No sorry she knows the door is open have told her but right now there isn't a way in hell I could talk to her she is so bitter towards me and doesn't want to make the marriage work hence going to the okay attitude lets do this... I care and love her but when you can't communicate or try they are so, look I want a divorce, I'm done etc better to put up a brave face and act like you agree/like the marriage to work but if your not willing to even try then ok

I got an ebook the magic of making up and they say to give them space to allow them to come to terms with living without you etc but also to accept the divorce by telling them so if they don't want to make it work so your on their side while being friendly, outgoing and moving forward with our own life, basically not to look like you can't live without them.


----------



## s.k (Feb 27, 2010)

If she knows then i guess your doing the right thing. Im sure she will return in the mean time do as the book says move forward with your life I wouldnt say get with another woman but do things that will help take your mind off her. I think she is only doing this because of the new guy, atm she is getting attention from elsewhere but how long wil she get it for shes technically cheating on you with this guy, when the other guy realises that she is capable of being married and having other relationships he wont want anything to do with her thats when shes going to wake up and smell the coffee that theres no place like home.
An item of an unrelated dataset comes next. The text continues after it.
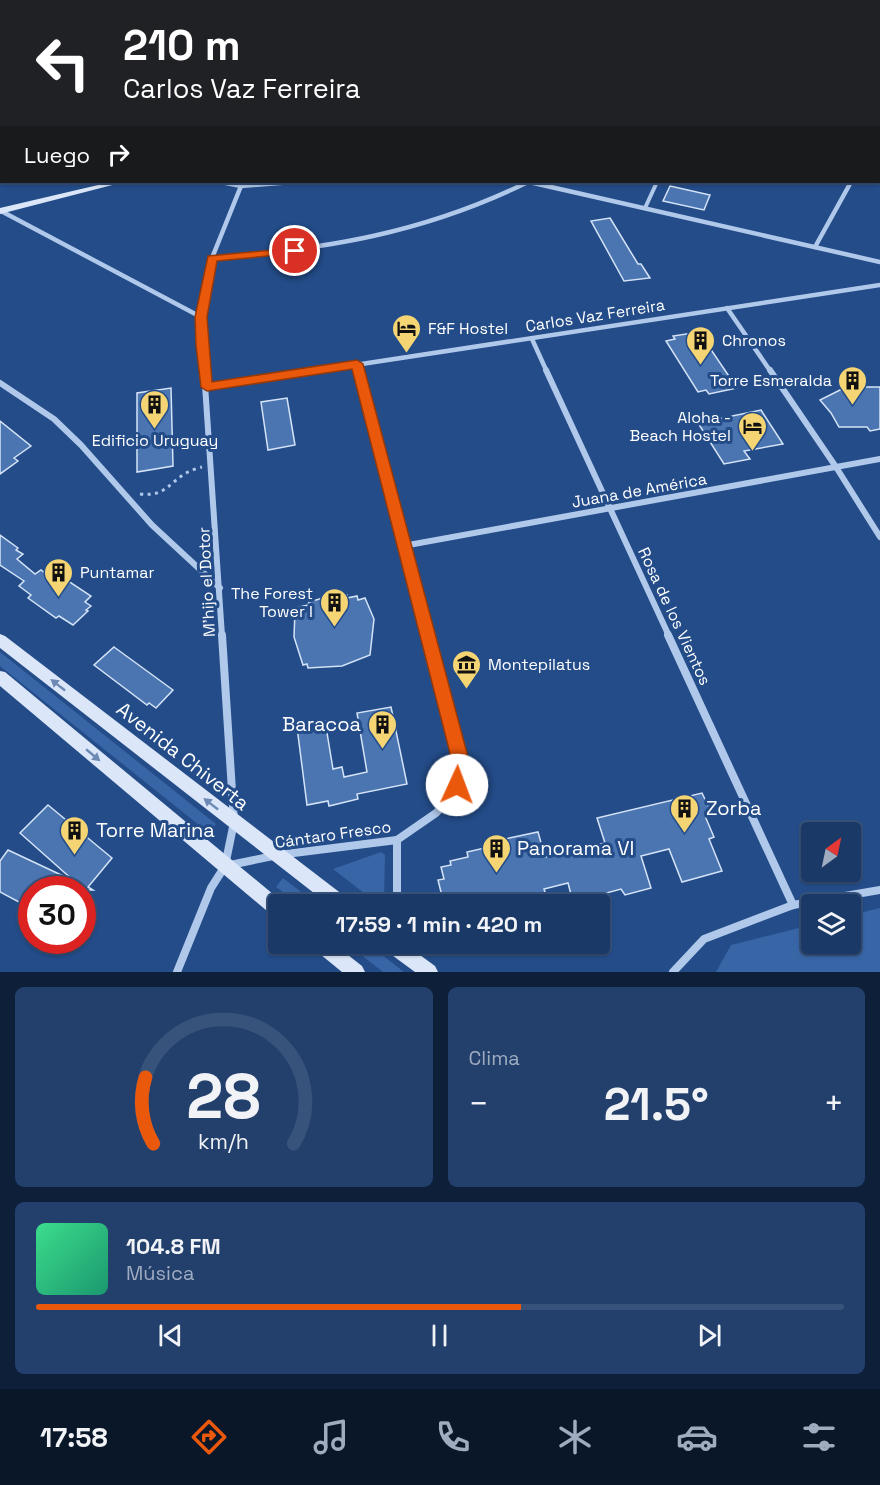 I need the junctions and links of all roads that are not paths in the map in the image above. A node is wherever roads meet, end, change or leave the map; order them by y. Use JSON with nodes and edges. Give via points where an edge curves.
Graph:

Good luck hope it works out for you


----------



## Marty1138 (Dec 13, 2011)

Thanks SK for your input I appreciate it.

Yes, while I'm hurting obviously deep down with all this I have always been a person that can cope with what life throws at me too so while not wanting to lose her strongly believe she will regret her decision down the road. 

I can only do so much without acting like a wimp so from here on out its the 180 for me and limited contact, if she contacts me fine we can briefly chat and move forward if I still decide at that point I want her back. 

Thanks again bud.


----------